Berpolitik dan
Bernegara ala Kiai Wahab Chasbullah
Judul
: Kaidah Berpolitik & Bernegara
Penulis
: KH. Abdul Wahab Casbullah
Penyunting
: Abdul Mun’im DZ
Penerbit
: Pengurus Besar Nahdlatul Ulama (PBNU)
Cetakan
: I, Feb 2014
Tebal
: lxvi (66) + 164 halaman
ISBN:
978-979-1662-5-1
Harga
: Rp. 55.000,-
Peresensi
: Fathoni, penulis lepas dan mahasiswa Pascasarjana STAINU Jakarta
"Banyak pemimpin
NU di daerah-daerah dan juga pusat yang tidak yakin akan kekuatan NU, mereka
lebih meyakini kekuatan golongan lain. Orang-orang ini terpengaruh oleh bisikan
orang yang menghembuskan propaganda agar tidak yakin dengan kekuatan yang
dimilikinya.”
“Kekuatan NU itu
ibarat senjata adalah meriam, betul-betul meriam. Tetapi digoncangkan hati
mereka oleh propaganda luar biasa yang menghasut seolah-olah senjata itu bukan
meriam, tetapi hanya gelugu alias batang kelapa sebagai meriam tiruan. Pemimpin
NU yang tidak mengerti itu tidak sadar siasat lawan dalam menjatuhkan NU
melalui cara membuat pemimpin NU ragu akan kekuatan sendiri.”
Itulah Kredo
Pergerakan KH. Abdul Wahab Chasbullah yang diutarakan di Jakarta pada tahun
1950, sembilan tahun sebelum Muktamar ke-22 Nahdlatul Ulama (NU) di Jakarta.

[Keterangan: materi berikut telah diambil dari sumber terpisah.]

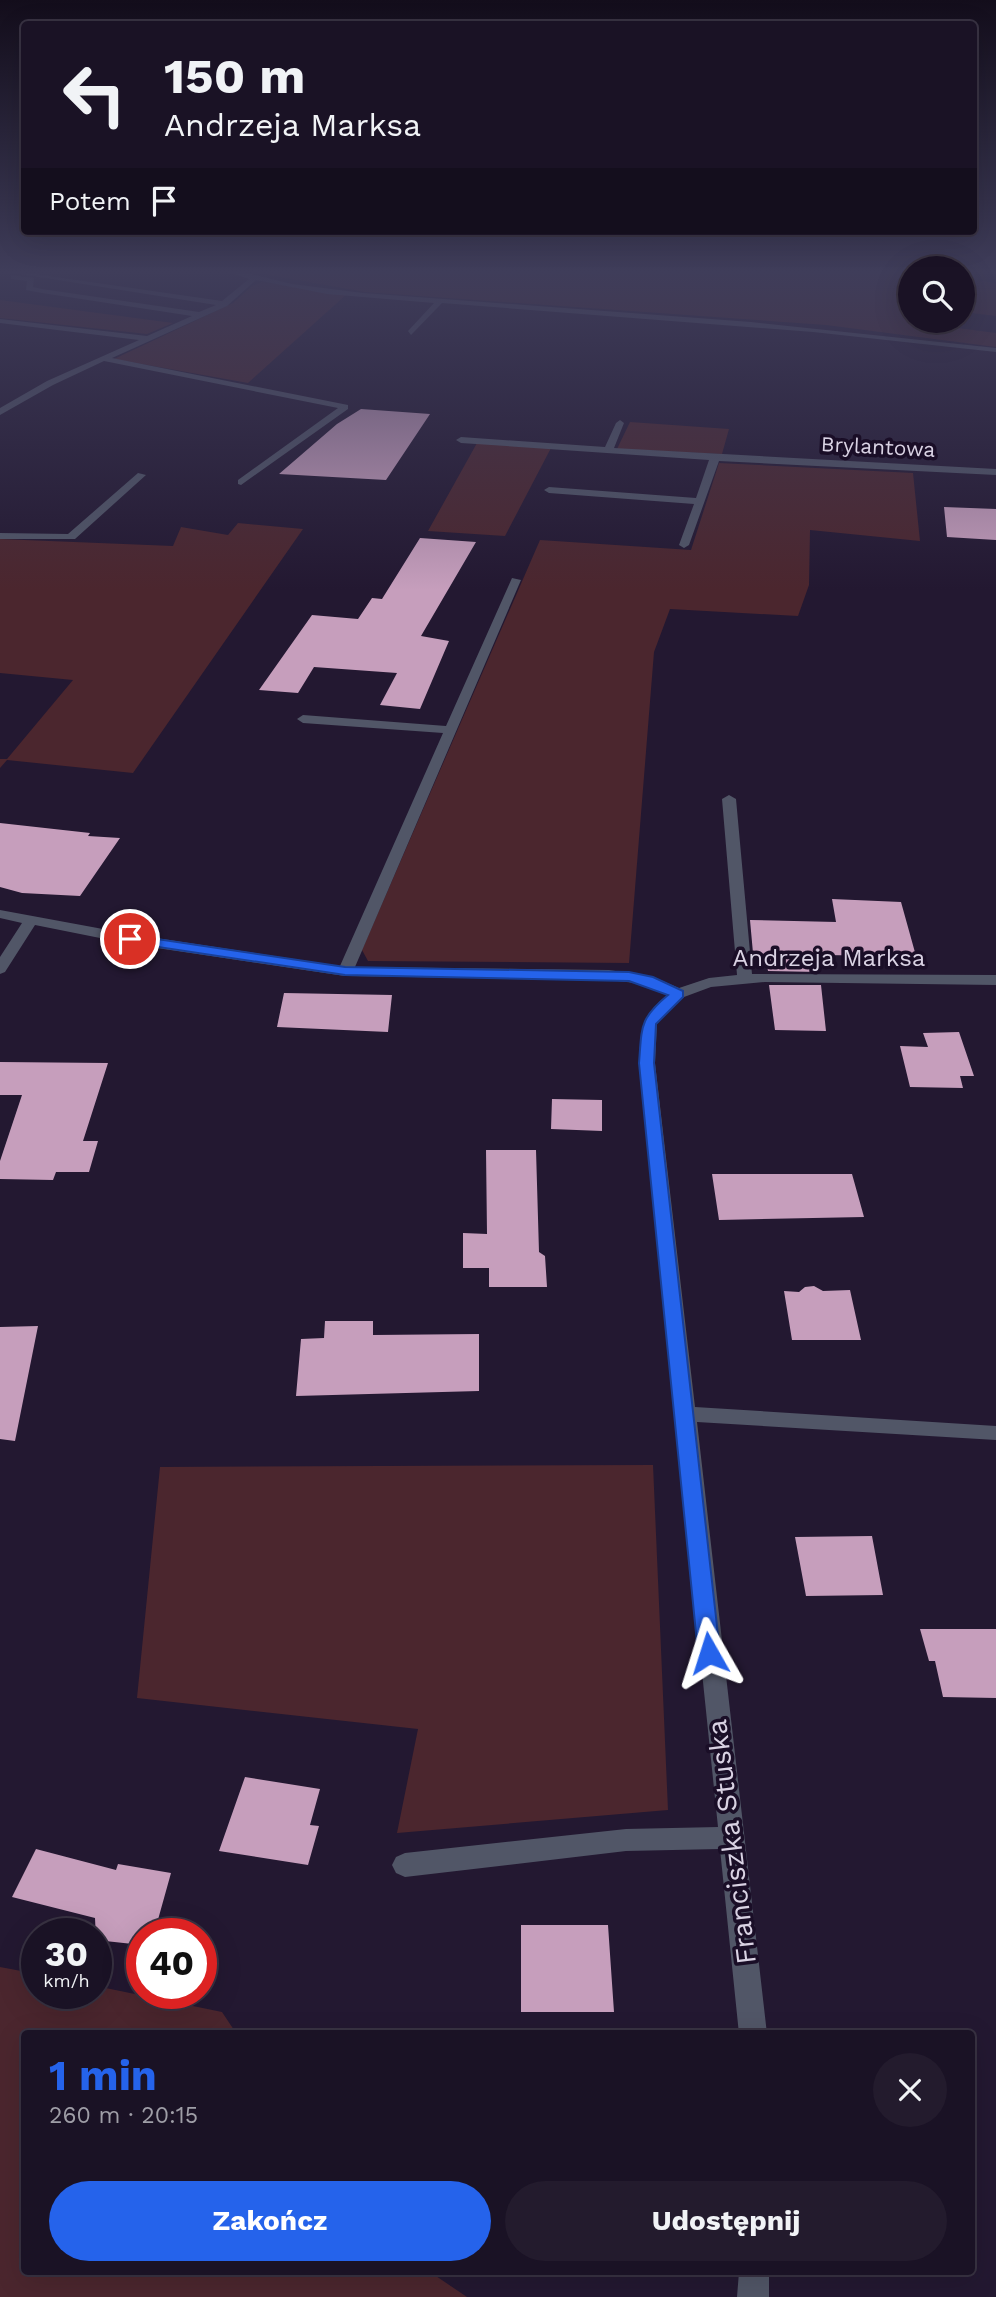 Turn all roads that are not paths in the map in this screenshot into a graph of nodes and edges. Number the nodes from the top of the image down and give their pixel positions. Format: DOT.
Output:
graph roads {
  1 [pos="67,376"];
  2 [pos="190,376"];
  3 [pos="0,412"];
  4 [pos="620,423"];
  5 [pos="461,440"];
  6 [pos="607,450"];
  7 [pos="715,458"];
  8 [pos="996,472"];
  9 [pos="141,475"];
  10 [pos="241,482"];
  11 [pos="549,490"];
  12 [pos="700,500"];
  13 [pos="0,536"];
  14 [pos="684,545"];
  15 [pos="516,580"];
  16 [pos="303,719"];
  17 [pos="450,730"];
  18 [pos="729,799"];
  19 [pos="0,914"];
  20 [pos="30,922"];
  21 [pos="0,969"];
  22 [pos="345,971"];
  23 [pos="745,978"];
  24 [pos="996,980"];
  25 [pos="678,994"];
  26 [pos="685,1414"];
  27 [pos="996,1433"];
  28 [pos="730,1838"];
  29 [pos="405,1865"];
  30 [pos="753,2030"];
  31 [pos="754,2275"];
  32 [pos="753,2297"];
  1 -- 3 [label="street"];
  2 -- 10 [label="street"];
  4 -- 6 [label="street"];
  5 -- 6 [label="street, Brylantowa"];
  6 -- 7 [label="street, Brylantowa"];
  7 -- 8 [label="street, Brylantowa"];
  7 -- 12 [label="street"];
  9 -- 13 [label="street"];
  11 -- 12 [label="street"];
  12 -- 14 [label="street"];
  15 -- 17 [label="street"];
  16 -- 17 [label="street"];
  17 -- 22 [label="street"];
  18 -- 23 [label="street"];
  19 -- 20 [label="street"];
  20 -- 21 [label="street"];
  20 -- 22 [label="street"];
  22 -- 25 [label="street"];
  23 -- 24 [label="street, Andrzeja Marksa"];
  23 -- 25 [label="street, Andrzeja Marksa"];
  25 -- 26 [label="street, Franciszka Stuska"];
  26 -- 27 [label="street"];
  26 -- 28 [label="street, Franciszka Stuska"];
  28 -- 29 [label="street"];
  28 -- 30 [label="street, Franciszka Stuska"];
  31 -- 32 [label="street"];
}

Dengan kredo tersebut, nahdliyin dan nahkodanya (pemimpin) tergugah dan
terbelalak akan kekuatan organisasinya. Terlepas dari hal itu, Mbah Wahab bukan
sekadar nahkoda pemikir, tapi juga penggerak, baik dalam mengabdi kepada umat,
bangsa, dan negaranya. Ketokohan dan jiwa kepahlawanannya terlihat dengan
perjuangan yang tak kenal henti dalam membimbing umat dan melawan penjajahan
oleh kolonial Belanda dan Jepang.
Dengan pemikiran dan
gerakan Mbah Wahab yang hanya lulusan pesantren, namun ilmu yang dimilikinya
sangat komprehensif, buku ini berusaha mengumpulkan tulisan Kiai Wahab yang
tersebar di berbagai media massa dan buku, serta catatan muktamar dan sidang
Konstituante. Sebagai tokoh besar yang memberikan motivasi dan inspirasi
bangsanya, Kiai Wahab Chasbullah pantas untuk diperkenalkan karya tulis
pemikirannya serta menunjukan kembali kiprah dan proses dalam membangun
organisasi dan memperjuangkan bangsa ini.
Sepulang dari Mekkah
tahun 1914, Mbah Wahab tidak hanya mengasuh pesantrennya Tambakberas Jombang,
tetapi juga aktif dalam pergerakan nasional karena tidak tega melihat kondisi
bangsanya yang mengalami kemerosotan hidup dan penderitaan yang mendalam,
kurang memperoleh pendidikan, mengalami kemiskinan dan keterbelakangan yang
diakibatkan oleh penindasan dan pengisapan yang dilakukan oleh penjajah
Belanda. Melihat kondisi tersebut, Mbah Wahab bersama kaum muda lain mendirikan
organisasi pergerakan yang dinamakan Nahdlatul Wathon (Gerakan Kebangsaan).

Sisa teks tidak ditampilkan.